The problem
What you return must be every line below that includes the word "topology".

--- Task inputs ---

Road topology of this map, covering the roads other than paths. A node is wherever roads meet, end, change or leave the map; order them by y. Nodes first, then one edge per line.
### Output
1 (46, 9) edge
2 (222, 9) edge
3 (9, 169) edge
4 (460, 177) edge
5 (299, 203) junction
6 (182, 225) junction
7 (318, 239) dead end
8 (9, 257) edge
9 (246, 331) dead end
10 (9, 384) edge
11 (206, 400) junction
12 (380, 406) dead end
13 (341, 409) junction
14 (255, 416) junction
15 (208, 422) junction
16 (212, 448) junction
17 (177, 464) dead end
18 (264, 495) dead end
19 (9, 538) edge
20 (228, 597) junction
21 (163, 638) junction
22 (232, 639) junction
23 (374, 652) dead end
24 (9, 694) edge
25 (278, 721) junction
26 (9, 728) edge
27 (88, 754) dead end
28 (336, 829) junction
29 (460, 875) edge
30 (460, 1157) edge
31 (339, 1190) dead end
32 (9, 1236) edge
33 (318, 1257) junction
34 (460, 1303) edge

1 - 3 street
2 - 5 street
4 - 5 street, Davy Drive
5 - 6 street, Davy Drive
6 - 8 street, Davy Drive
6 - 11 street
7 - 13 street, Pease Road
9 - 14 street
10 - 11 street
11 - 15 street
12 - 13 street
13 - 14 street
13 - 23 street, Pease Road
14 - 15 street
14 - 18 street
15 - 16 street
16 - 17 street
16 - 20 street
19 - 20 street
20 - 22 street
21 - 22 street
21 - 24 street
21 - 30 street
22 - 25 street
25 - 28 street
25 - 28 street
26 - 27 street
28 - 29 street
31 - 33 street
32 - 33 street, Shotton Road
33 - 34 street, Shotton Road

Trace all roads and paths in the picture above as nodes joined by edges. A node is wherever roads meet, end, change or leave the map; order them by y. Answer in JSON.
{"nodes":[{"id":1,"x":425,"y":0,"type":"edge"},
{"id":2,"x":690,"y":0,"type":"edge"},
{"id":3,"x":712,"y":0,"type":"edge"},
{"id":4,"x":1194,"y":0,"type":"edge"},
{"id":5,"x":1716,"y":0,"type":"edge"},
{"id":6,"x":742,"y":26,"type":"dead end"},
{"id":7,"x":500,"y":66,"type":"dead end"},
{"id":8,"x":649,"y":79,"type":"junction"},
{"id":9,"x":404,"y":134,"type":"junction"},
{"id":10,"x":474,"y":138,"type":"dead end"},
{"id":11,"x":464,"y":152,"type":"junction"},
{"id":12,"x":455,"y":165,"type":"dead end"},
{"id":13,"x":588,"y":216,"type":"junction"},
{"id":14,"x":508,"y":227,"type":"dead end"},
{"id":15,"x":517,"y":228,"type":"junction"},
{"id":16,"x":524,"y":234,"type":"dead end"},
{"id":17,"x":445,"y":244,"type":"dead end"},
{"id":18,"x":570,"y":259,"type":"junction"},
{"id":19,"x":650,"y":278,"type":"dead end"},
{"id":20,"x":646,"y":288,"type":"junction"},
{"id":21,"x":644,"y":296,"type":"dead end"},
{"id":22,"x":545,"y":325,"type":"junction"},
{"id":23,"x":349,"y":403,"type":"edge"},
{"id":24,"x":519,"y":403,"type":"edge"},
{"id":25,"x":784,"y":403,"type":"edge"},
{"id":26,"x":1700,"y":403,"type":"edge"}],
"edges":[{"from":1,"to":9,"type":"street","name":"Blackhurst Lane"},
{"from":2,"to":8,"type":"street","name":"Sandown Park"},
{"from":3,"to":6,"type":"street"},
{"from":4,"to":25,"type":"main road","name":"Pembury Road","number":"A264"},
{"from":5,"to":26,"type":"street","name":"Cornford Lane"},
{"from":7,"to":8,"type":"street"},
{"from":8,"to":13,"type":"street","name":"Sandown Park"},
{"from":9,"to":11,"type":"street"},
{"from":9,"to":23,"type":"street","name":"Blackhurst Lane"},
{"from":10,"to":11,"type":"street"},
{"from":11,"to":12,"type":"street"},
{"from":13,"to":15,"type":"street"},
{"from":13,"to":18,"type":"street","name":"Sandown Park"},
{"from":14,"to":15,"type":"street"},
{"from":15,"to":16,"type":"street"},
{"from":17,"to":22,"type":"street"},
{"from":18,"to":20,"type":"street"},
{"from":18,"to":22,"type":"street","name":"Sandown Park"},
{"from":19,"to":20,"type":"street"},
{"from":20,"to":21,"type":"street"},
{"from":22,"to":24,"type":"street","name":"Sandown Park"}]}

---
--- Task inputs ---

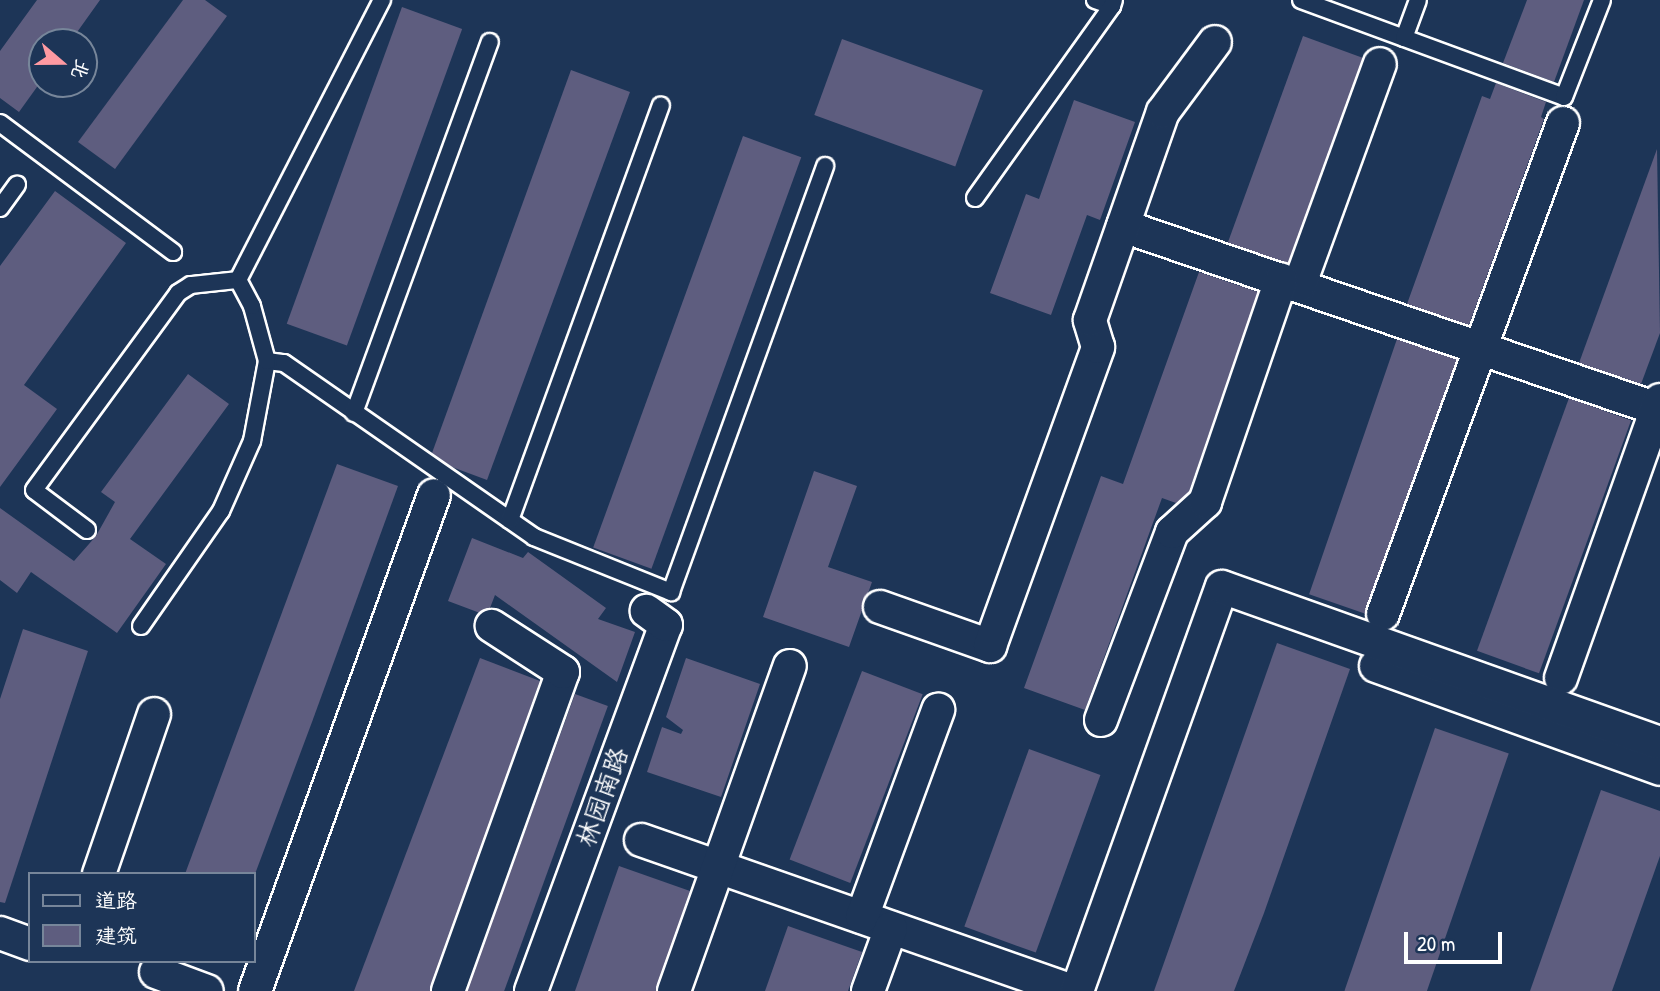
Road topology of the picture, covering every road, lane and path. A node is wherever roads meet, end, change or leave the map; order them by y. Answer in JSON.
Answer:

---
--- Task inputs ---

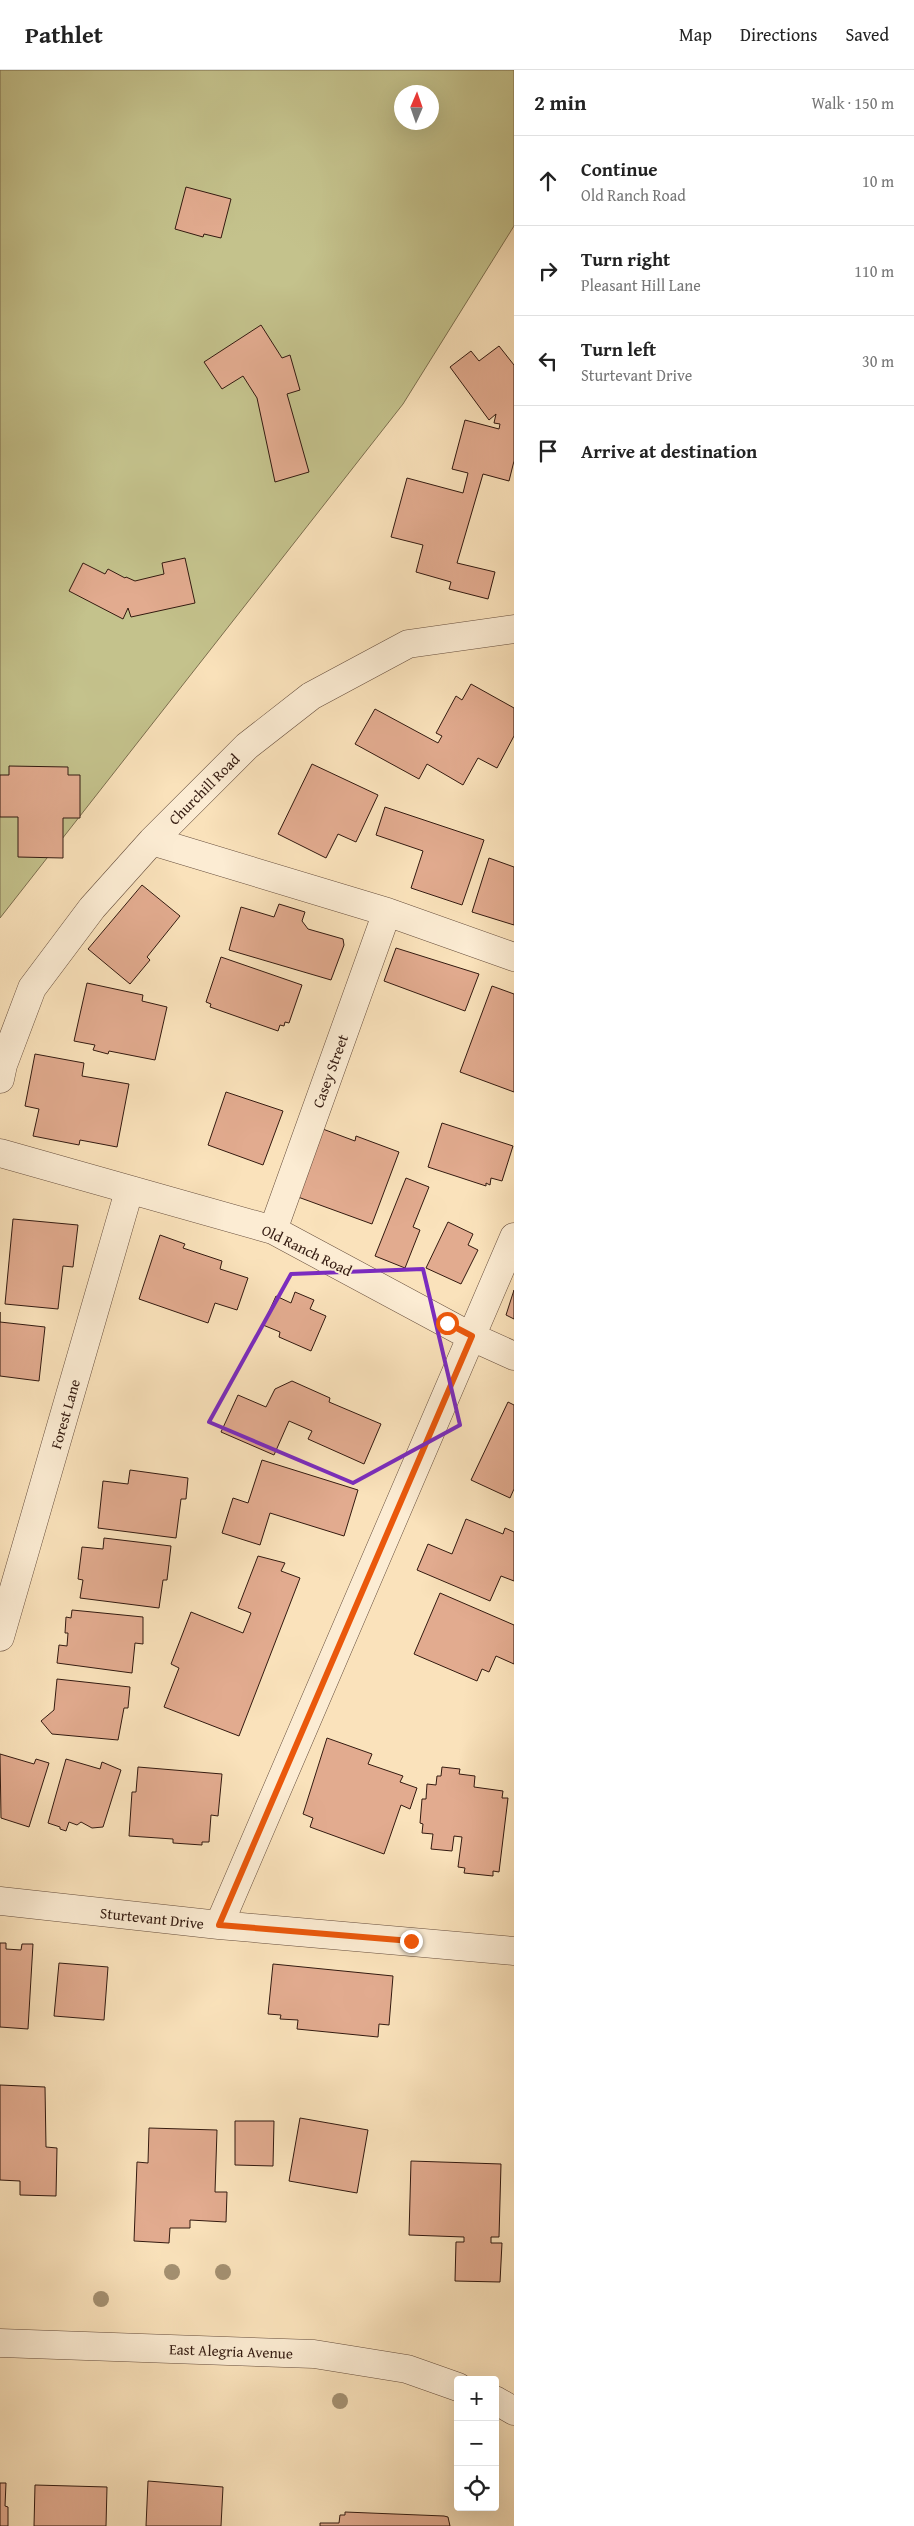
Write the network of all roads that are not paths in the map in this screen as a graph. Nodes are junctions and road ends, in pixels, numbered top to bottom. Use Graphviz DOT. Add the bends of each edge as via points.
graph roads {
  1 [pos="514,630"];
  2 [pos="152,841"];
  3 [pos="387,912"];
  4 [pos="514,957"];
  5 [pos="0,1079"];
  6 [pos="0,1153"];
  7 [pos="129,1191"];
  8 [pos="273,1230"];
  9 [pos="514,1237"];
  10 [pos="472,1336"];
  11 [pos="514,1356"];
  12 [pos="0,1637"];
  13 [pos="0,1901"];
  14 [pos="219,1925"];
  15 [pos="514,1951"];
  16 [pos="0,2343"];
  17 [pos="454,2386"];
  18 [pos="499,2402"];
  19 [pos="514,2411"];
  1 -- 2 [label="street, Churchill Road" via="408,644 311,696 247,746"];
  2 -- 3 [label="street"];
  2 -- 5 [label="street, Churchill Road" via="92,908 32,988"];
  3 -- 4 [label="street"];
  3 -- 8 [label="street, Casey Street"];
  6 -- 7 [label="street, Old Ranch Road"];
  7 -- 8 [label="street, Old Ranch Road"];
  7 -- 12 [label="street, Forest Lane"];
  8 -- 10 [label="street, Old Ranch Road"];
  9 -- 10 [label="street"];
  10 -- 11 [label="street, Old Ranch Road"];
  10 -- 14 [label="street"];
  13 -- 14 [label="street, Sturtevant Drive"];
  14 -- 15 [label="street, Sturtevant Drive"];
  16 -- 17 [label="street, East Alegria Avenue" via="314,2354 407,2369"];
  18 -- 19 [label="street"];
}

---

Answer
Road topology of this map, covering the roads other than paths. A node is wherever roads meet, end, change or leave the map; order them by y. Nodes first, then one edge per line.
Road topology of the picture, covering every road, lane and path. A node is wherever roads meet, end, change or leave the map; order them by y. Answer in JSON.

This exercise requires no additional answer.